▸ **Work instructions**
When the string "lane" is part of a line below, that line should be copied.

[[ Entries provided open ]]

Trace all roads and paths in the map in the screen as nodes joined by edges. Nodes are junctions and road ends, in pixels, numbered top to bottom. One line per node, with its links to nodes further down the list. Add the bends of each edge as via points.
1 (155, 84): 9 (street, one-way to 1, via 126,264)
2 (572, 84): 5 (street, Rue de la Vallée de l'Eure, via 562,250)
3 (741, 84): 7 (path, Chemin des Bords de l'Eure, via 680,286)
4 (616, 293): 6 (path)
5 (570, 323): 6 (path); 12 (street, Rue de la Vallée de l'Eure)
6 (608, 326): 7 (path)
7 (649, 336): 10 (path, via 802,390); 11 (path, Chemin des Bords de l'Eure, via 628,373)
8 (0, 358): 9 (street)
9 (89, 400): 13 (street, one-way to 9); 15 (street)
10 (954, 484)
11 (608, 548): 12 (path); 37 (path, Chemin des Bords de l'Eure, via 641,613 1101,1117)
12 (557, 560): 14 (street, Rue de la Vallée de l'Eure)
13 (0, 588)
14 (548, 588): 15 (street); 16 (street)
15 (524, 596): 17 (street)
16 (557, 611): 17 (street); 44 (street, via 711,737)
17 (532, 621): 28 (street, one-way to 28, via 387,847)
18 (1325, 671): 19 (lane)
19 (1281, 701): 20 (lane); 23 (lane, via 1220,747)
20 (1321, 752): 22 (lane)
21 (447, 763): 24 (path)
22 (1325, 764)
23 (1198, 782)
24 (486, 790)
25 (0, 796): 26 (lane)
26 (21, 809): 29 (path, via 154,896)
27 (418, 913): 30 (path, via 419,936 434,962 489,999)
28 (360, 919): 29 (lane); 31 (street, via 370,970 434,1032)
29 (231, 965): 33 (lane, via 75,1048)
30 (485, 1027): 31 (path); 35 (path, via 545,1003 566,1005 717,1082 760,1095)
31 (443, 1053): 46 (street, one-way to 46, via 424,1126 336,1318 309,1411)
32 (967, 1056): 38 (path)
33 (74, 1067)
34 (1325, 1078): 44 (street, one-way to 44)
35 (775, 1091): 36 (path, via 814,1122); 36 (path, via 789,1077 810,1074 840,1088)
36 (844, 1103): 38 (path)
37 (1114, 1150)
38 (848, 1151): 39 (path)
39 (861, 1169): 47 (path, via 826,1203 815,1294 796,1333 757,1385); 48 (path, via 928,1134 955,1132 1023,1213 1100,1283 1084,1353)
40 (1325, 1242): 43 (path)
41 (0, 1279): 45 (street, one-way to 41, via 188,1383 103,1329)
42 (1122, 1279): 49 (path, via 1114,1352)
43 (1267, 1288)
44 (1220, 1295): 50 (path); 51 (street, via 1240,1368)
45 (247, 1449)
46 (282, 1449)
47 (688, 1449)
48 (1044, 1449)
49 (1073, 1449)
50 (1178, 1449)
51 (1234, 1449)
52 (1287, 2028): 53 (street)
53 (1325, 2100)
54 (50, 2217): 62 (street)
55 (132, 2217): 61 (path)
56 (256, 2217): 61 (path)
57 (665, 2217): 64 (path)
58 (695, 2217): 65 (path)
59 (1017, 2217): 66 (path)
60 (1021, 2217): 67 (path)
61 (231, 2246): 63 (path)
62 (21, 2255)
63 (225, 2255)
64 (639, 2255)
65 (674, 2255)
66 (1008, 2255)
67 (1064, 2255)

[[ Entries provided closed ]]

▸ **Exercise answer**
18 (1325, 671): 19 (lane)
19 (1281, 701): 20 (lane); 23 (lane, via 1220,747)
20 (1321, 752): 22 (lane)
25 (0, 796): 26 (lane)
28 (360, 919): 29 (lane); 31 (street, via 370,970 434,1032)
29 (231, 965): 33 (lane, via 75,1048)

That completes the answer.